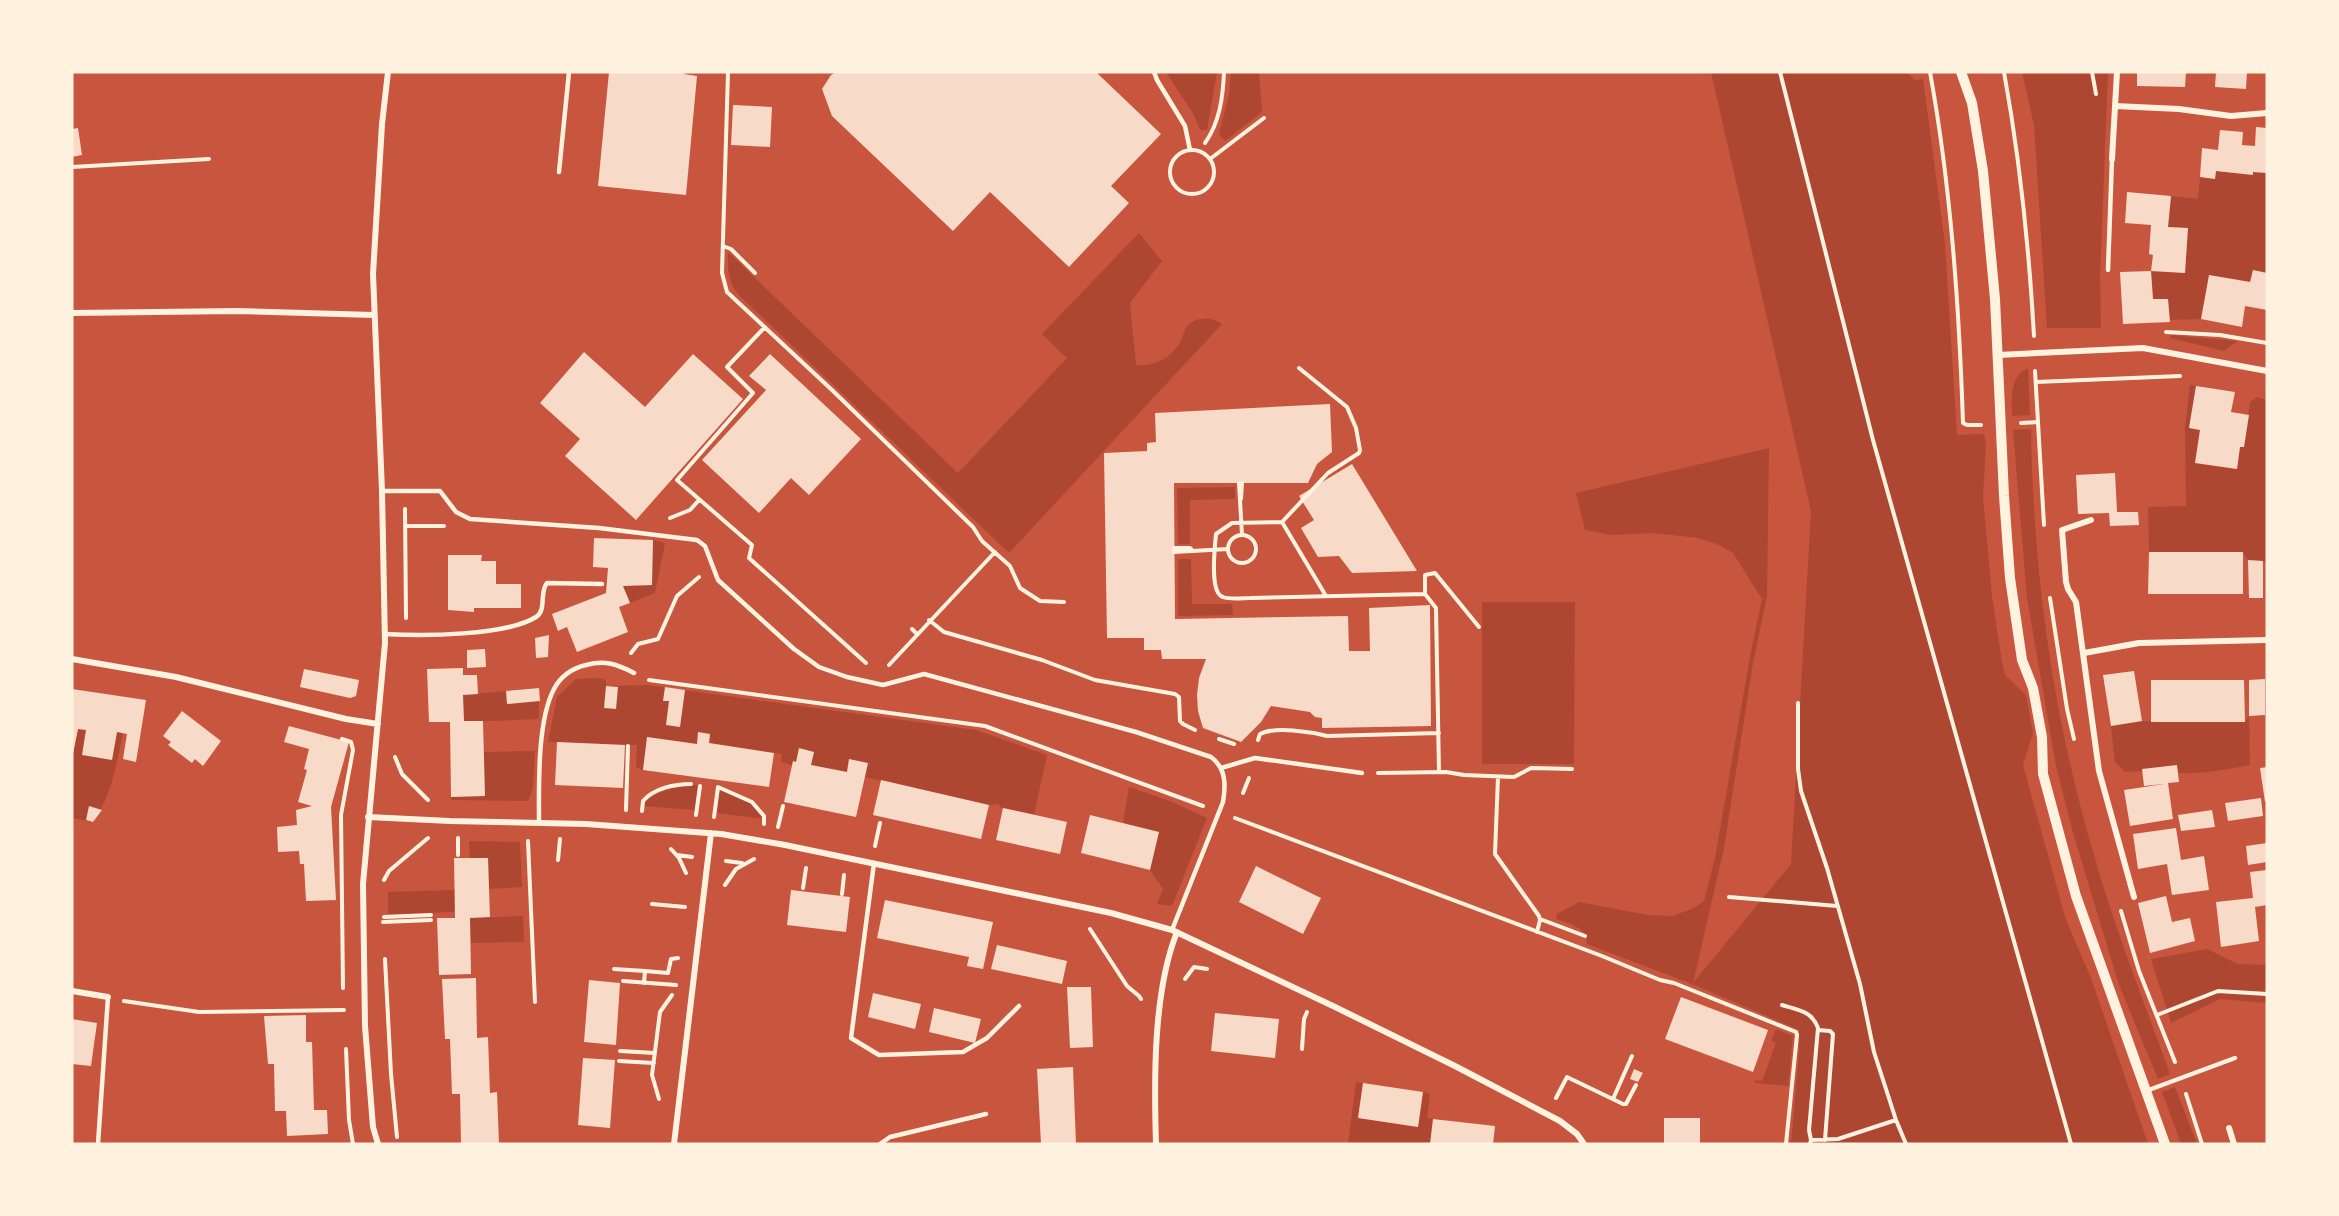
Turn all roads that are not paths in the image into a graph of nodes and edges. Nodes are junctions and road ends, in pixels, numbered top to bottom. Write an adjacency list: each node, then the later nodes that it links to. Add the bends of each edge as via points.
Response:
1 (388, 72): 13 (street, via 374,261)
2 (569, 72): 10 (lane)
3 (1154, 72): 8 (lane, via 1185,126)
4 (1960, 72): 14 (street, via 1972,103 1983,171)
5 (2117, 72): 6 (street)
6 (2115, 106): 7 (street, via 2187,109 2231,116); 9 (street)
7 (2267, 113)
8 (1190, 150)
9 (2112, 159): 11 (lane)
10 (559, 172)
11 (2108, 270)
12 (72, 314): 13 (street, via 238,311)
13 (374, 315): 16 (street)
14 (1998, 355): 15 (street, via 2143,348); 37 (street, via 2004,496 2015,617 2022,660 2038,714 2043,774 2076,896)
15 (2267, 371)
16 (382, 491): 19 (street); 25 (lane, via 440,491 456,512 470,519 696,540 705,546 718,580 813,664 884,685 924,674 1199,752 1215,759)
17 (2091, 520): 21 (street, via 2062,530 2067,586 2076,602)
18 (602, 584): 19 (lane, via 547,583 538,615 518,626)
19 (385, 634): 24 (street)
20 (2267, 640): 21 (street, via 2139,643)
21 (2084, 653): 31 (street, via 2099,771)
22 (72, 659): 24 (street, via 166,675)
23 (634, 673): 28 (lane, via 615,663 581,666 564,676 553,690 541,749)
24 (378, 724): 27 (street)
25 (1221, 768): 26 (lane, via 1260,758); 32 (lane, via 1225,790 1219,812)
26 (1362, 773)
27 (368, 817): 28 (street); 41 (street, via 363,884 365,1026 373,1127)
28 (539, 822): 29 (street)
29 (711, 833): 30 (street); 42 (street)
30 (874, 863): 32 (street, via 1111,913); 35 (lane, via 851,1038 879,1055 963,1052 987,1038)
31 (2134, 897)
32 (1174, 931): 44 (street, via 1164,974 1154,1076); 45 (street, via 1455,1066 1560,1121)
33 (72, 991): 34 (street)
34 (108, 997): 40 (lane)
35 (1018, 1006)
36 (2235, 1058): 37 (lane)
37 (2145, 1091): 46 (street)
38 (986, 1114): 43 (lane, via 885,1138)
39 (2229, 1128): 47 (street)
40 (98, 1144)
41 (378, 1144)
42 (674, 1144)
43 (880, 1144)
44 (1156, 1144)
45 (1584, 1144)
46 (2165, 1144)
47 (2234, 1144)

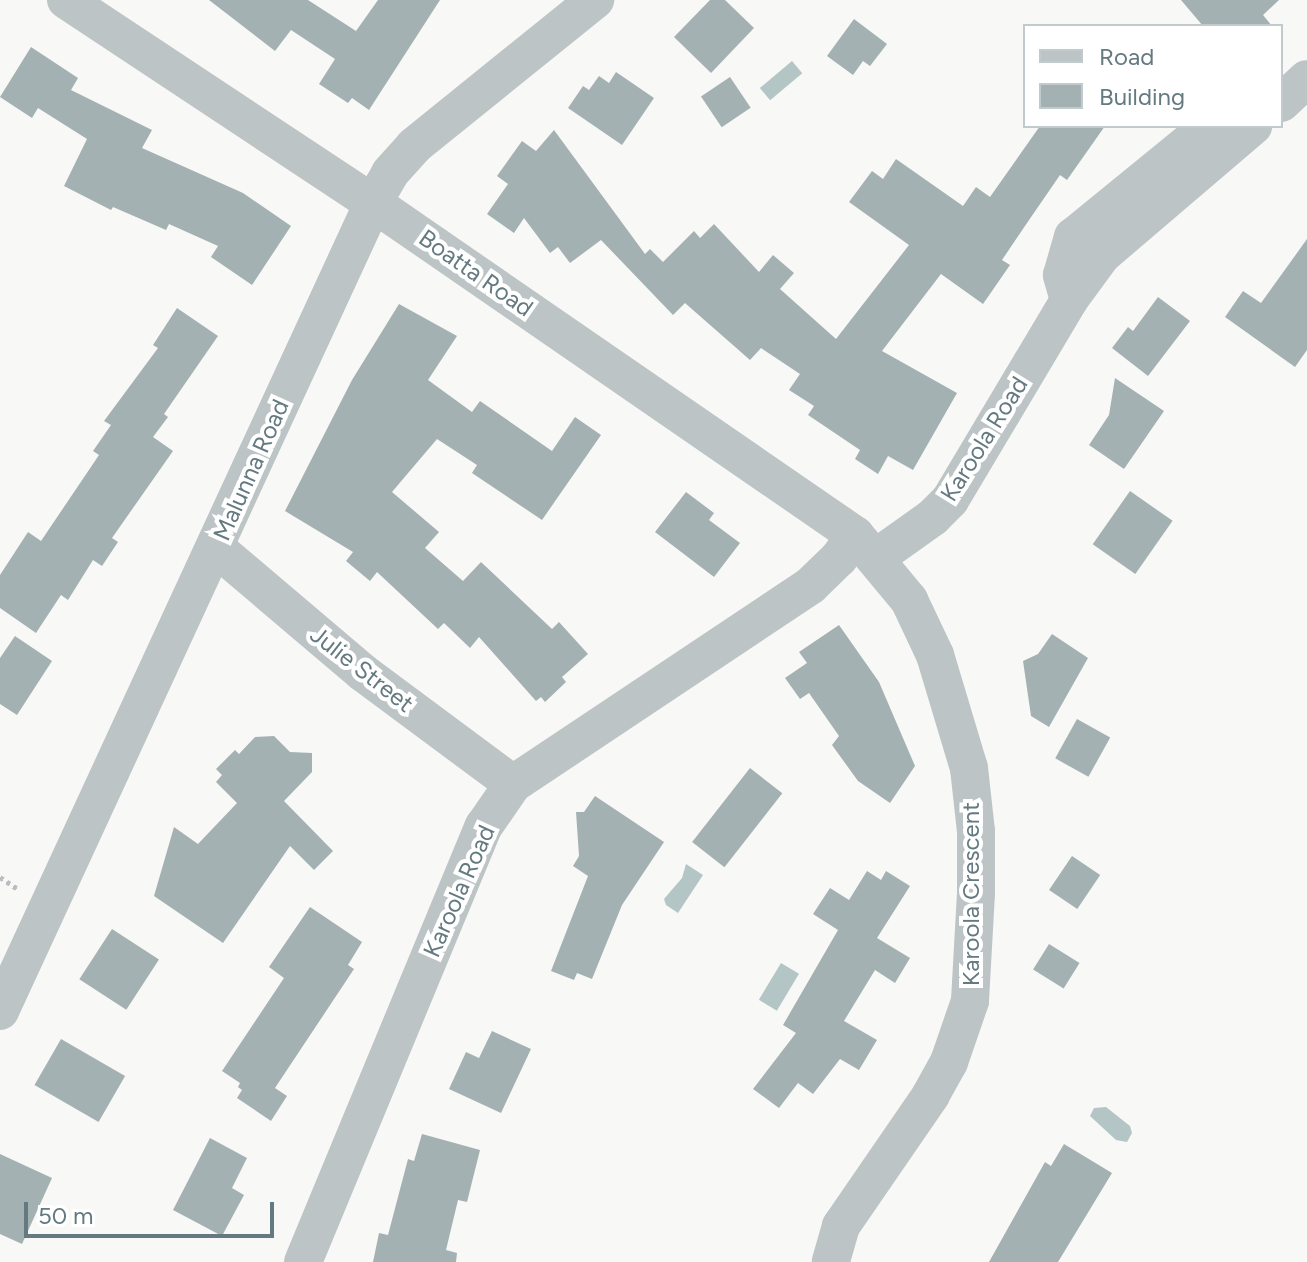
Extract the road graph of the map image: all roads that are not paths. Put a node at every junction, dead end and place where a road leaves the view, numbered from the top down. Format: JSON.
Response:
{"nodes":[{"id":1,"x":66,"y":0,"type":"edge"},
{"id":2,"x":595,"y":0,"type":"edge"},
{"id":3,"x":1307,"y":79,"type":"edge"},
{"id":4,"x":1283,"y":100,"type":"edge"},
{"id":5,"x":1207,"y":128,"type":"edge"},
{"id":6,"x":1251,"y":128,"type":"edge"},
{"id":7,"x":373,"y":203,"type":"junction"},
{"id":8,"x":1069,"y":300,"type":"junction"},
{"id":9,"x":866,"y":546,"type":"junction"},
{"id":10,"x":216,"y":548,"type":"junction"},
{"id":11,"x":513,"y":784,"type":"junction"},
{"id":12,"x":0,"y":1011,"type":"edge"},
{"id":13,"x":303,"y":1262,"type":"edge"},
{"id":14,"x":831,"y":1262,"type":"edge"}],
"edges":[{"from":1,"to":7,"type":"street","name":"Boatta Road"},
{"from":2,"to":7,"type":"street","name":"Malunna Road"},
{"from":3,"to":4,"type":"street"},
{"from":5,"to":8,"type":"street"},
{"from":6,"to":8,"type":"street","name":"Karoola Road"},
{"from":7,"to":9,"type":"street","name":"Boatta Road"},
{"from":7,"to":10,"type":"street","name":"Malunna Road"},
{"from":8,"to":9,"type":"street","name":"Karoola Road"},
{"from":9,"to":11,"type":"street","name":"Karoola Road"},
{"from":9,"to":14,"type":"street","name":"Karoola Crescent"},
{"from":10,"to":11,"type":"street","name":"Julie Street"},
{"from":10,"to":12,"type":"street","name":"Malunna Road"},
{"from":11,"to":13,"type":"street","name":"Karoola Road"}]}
□ □ □ □ □
▸ WORK INSTRUCTION
Please keep every line of the data the same when you reproduce it, and keep every picture out.

▸ RESULT OF THIS TASK
Turn all roads that are not paths in the image into a graph of nodes and edges. Nodes are junctions and road ends, in pixels, numbered top to bottom. Write an adjacency list: each node, then the later nodes that it links to. Add the bends of each edge as via points.
Response:
1 (388, 72): 13 (street, via 374,261)
2 (569, 72): 10 (lane)
3 (1154, 72): 8 (lane, via 1185,126)
4 (1960, 72): 14 (street, via 1972,103 1983,171)
5 (2117, 72): 6 (street)
6 (2115, 106): 7 (street, via 2187,109 2231,116); 9 (street)
7 (2267, 113)
8 (1190, 150)
9 (2112, 159): 11 (lane)
10 (559, 172)
11 (2108, 270)
12 (72, 314): 13 (street, via 238,311)
13 (374, 315): 16 (street)
14 (1998, 355): 15 (street, via 2143,348); 37 (street, via 2004,496 2015,617 2022,660 2038,714 2043,774 2076,896)
15 (2267, 371)
16 (382, 491): 19 (street); 25 (lane, via 440,491 456,512 470,519 696,540 705,546 718,580 813,664 884,685 924,674 1199,752 1215,759)
17 (2091, 520): 21 (street, via 2062,530 2067,586 2076,602)
18 (602, 584): 19 (lane, via 547,583 538,615 518,626)
19 (385, 634): 24 (street)
20 (2267, 640): 21 (street, via 2139,643)
21 (2084, 653): 31 (street, via 2099,771)
22 (72, 659): 24 (street, via 166,675)
23 (634, 673): 28 (lane, via 615,663 581,666 564,676 553,690 541,749)
24 (378, 724): 27 (street)
25 (1221, 768): 26 (lane, via 1260,758); 32 (lane, via 1225,790 1219,812)
26 (1362, 773)
27 (368, 817): 28 (street); 41 (street, via 363,884 365,1026 373,1127)
28 (539, 822): 29 (street)
29 (711, 833): 30 (street); 42 (street)
30 (874, 863): 32 (street, via 1111,913); 35 (lane, via 851,1038 879,1055 963,1052 987,1038)
31 (2134, 897)
32 (1174, 931): 44 (street, via 1164,974 1154,1076); 45 (street, via 1455,1066 1560,1121)
33 (72, 991): 34 (street)
34 (108, 997): 40 (lane)
35 (1018, 1006)
36 (2235, 1058): 37 (lane)
37 (2145, 1091): 46 (street)
38 (986, 1114): 43 (lane, via 885,1138)
39 (2229, 1128): 47 (street)
40 (98, 1144)
41 (378, 1144)
42 (674, 1144)
43 (880, 1144)
44 (1156, 1144)
45 (1584, 1144)
46 (2165, 1144)
47 (2234, 1144)

Extract the road graph of the map image: all roads that are not paths. Put a node at every junction, dead end and place where a road leaves the view, numbered from the top down. Format: JSON.
Response:
{"nodes":[{"id":1,"x":66,"y":0,"type":"edge"},
{"id":2,"x":595,"y":0,"type":"edge"},
{"id":3,"x":1307,"y":79,"type":"edge"},
{"id":4,"x":1283,"y":100,"type":"edge"},
{"id":5,"x":1207,"y":128,"type":"edge"},
{"id":6,"x":1251,"y":128,"type":"edge"},
{"id":7,"x":373,"y":203,"type":"junction"},
{"id":8,"x":1069,"y":300,"type":"junction"},
{"id":9,"x":866,"y":546,"type":"junction"},
{"id":10,"x":216,"y":548,"type":"junction"},
{"id":11,"x":513,"y":784,"type":"junction"},
{"id":12,"x":0,"y":1011,"type":"edge"},
{"id":13,"x":303,"y":1262,"type":"edge"},
{"id":14,"x":831,"y":1262,"type":"edge"}],
"edges":[{"from":1,"to":7,"type":"street","name":"Boatta Road"},
{"from":2,"to":7,"type":"street","name":"Malunna Road"},
{"from":3,"to":4,"type":"street"},
{"from":5,"to":8,"type":"street"},
{"from":6,"to":8,"type":"street","name":"Karoola Road"},
{"from":7,"to":9,"type":"street","name":"Boatta Road"},
{"from":7,"to":10,"type":"street","name":"Malunna Road"},
{"from":8,"to":9,"type":"street","name":"Karoola Road"},
{"from":9,"to":11,"type":"street","name":"Karoola Road"},
{"from":9,"to":14,"type":"street","name":"Karoola Crescent"},
{"from":10,"to":11,"type":"street","name":"Julie Street"},
{"from":10,"to":12,"type":"street","name":"Malunna Road"},
{"from":11,"to":13,"type":"street","name":"Karoola Road"}]}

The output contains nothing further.